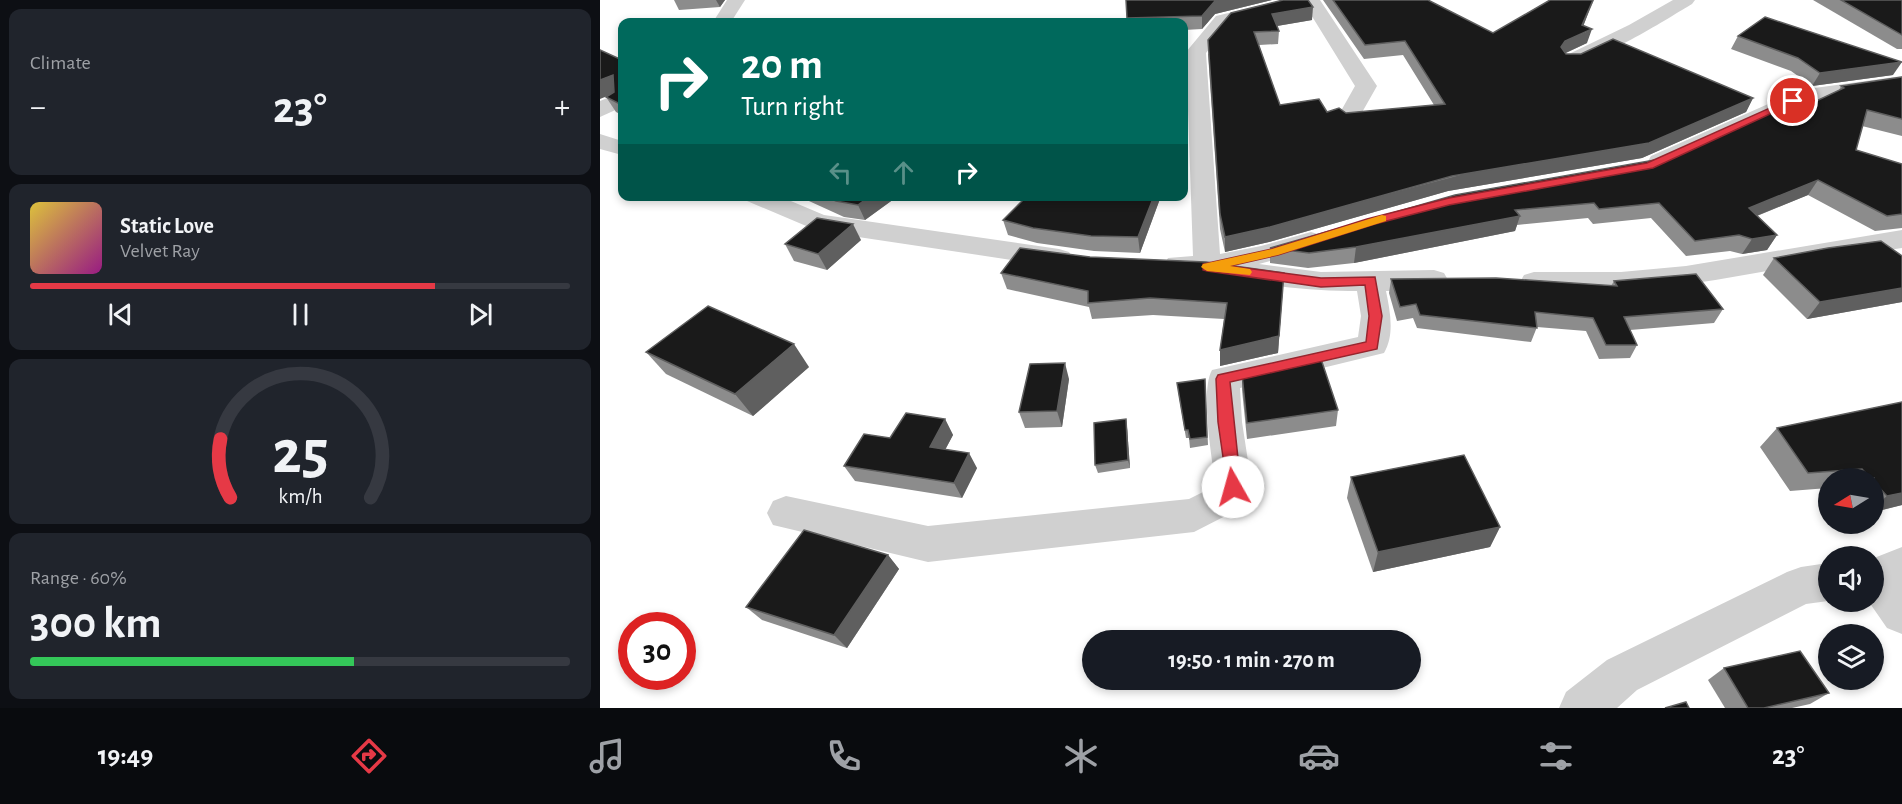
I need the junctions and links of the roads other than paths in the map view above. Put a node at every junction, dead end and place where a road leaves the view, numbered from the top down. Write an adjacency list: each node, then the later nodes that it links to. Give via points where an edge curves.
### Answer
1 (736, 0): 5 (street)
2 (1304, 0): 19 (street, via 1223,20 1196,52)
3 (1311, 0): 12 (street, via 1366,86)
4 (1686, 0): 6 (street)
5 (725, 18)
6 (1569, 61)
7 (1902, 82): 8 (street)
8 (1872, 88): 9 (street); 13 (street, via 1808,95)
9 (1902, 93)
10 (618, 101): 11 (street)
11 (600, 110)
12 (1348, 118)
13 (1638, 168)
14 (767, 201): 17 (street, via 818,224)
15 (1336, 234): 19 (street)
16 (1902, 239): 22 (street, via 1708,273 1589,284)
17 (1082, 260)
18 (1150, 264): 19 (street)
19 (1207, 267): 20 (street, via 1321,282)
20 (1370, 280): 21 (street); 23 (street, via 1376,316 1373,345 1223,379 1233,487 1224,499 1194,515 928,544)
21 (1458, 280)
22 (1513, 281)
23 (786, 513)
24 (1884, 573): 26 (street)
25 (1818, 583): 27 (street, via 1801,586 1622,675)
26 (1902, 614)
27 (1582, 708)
· · · · ·
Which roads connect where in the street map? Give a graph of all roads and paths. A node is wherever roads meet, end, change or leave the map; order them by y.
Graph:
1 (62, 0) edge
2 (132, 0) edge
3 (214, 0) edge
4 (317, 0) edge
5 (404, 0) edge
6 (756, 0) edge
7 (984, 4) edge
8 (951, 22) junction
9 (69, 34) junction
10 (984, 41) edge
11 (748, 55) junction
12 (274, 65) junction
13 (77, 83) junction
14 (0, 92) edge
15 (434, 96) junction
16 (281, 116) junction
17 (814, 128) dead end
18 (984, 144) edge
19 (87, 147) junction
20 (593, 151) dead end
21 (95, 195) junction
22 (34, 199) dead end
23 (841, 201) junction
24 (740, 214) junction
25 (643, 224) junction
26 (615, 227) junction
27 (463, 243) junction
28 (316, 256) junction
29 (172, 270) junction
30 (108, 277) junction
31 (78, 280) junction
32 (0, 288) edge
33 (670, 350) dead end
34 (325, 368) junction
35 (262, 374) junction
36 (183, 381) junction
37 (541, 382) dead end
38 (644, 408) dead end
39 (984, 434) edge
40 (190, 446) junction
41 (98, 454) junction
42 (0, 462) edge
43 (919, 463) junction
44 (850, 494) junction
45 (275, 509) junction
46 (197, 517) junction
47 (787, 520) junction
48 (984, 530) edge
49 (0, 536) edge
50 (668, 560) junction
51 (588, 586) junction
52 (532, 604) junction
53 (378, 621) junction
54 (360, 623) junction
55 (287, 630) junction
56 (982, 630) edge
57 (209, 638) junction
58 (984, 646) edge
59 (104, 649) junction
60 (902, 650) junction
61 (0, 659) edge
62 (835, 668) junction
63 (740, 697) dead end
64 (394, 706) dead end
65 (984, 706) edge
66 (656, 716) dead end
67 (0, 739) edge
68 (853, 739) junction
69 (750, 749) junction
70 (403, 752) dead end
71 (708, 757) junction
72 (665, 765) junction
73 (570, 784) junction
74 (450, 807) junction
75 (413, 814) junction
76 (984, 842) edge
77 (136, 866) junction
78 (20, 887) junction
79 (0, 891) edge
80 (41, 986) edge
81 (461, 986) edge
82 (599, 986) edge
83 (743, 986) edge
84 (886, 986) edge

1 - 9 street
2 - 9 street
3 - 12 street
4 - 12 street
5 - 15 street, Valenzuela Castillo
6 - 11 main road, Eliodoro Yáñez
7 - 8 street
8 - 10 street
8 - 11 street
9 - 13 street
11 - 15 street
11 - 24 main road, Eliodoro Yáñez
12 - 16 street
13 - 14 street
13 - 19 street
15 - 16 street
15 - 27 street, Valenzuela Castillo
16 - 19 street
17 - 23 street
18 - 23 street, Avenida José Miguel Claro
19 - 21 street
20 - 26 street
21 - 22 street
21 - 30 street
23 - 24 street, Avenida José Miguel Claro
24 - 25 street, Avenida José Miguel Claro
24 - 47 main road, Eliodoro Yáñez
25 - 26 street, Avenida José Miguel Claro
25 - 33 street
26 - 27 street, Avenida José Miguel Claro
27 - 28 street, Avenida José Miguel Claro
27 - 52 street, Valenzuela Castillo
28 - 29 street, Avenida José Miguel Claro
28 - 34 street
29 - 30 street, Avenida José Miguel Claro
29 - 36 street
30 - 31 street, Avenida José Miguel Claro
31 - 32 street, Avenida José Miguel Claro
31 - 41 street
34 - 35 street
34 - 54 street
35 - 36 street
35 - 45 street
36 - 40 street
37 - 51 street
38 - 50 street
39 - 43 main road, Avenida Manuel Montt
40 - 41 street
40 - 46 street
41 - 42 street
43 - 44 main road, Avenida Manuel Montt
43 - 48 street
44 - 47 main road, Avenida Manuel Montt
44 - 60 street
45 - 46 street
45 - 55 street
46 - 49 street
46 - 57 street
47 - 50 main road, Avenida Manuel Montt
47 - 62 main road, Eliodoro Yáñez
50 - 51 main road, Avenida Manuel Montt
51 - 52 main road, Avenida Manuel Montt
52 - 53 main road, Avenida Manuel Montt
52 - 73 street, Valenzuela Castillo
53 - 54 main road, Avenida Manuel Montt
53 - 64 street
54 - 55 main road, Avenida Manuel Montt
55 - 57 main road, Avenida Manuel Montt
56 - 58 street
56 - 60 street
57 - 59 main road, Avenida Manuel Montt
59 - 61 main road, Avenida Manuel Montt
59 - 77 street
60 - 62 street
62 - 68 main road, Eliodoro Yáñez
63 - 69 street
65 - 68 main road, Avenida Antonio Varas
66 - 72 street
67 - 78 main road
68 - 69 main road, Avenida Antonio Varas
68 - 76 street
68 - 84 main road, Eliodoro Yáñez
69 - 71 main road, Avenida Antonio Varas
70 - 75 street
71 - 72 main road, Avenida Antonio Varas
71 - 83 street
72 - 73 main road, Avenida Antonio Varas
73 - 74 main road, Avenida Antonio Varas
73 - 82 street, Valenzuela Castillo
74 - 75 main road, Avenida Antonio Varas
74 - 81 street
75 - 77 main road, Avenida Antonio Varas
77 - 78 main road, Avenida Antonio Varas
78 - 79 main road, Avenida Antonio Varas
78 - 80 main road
· · · · ·
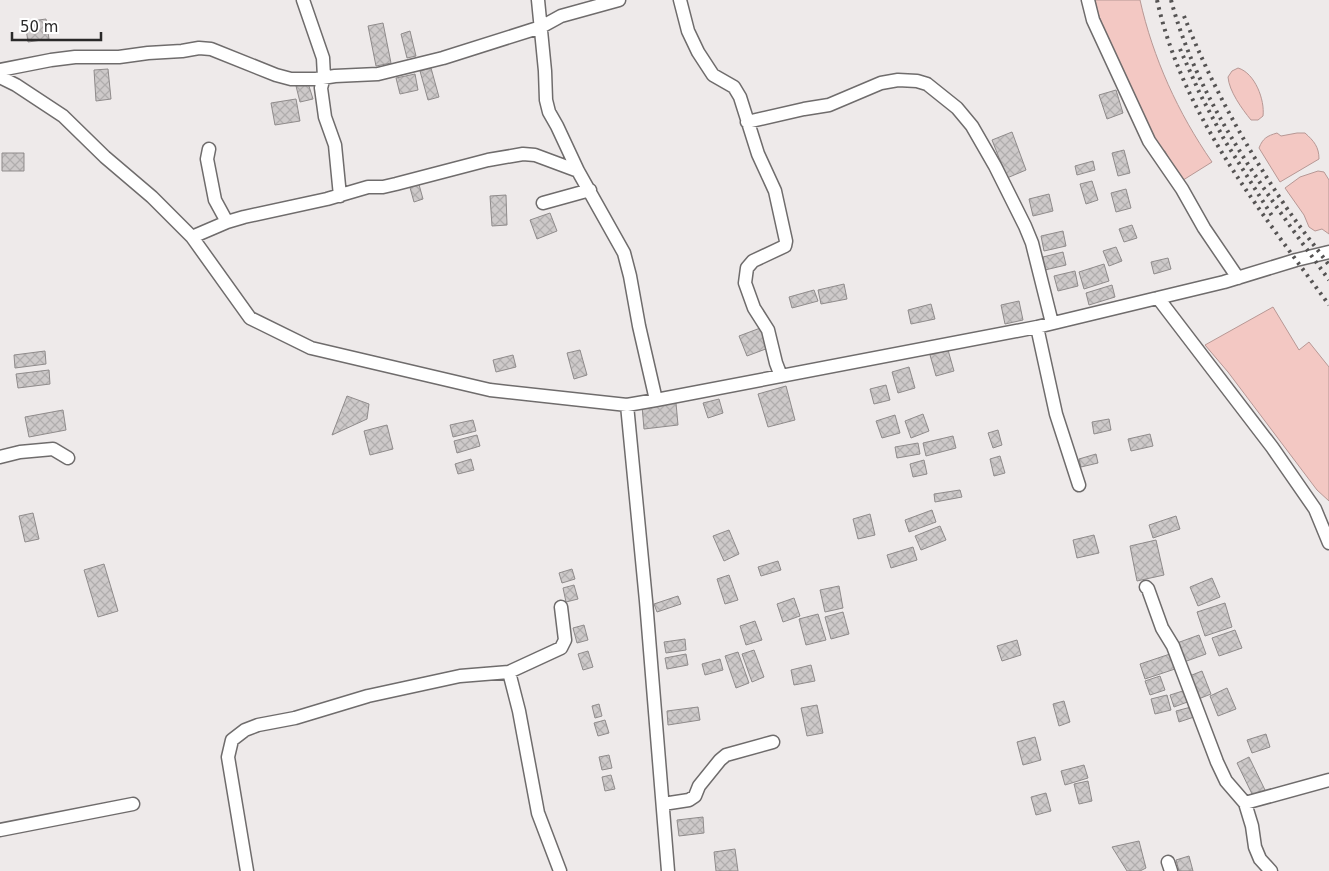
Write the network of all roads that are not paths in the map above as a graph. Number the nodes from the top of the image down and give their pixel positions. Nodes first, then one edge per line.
· · · · ·
▸ What the exercise asks: Among the records, find all lines that include the string "above" and return them.

▸ Result of this task:
I need the junctions and links of the roads other than paths in the map view above. Put a node at every junction, dead end and place where a road leaves the view, numbered from the top down. Write an adjacency list: each node, then the later nodes that it links to. Give via points where an edge curves.
Write the network of all roads that are not paths in the map above as a graph. Number the nodes from the top of the image down and give their pixel positions. Nodes first, then one edge per line.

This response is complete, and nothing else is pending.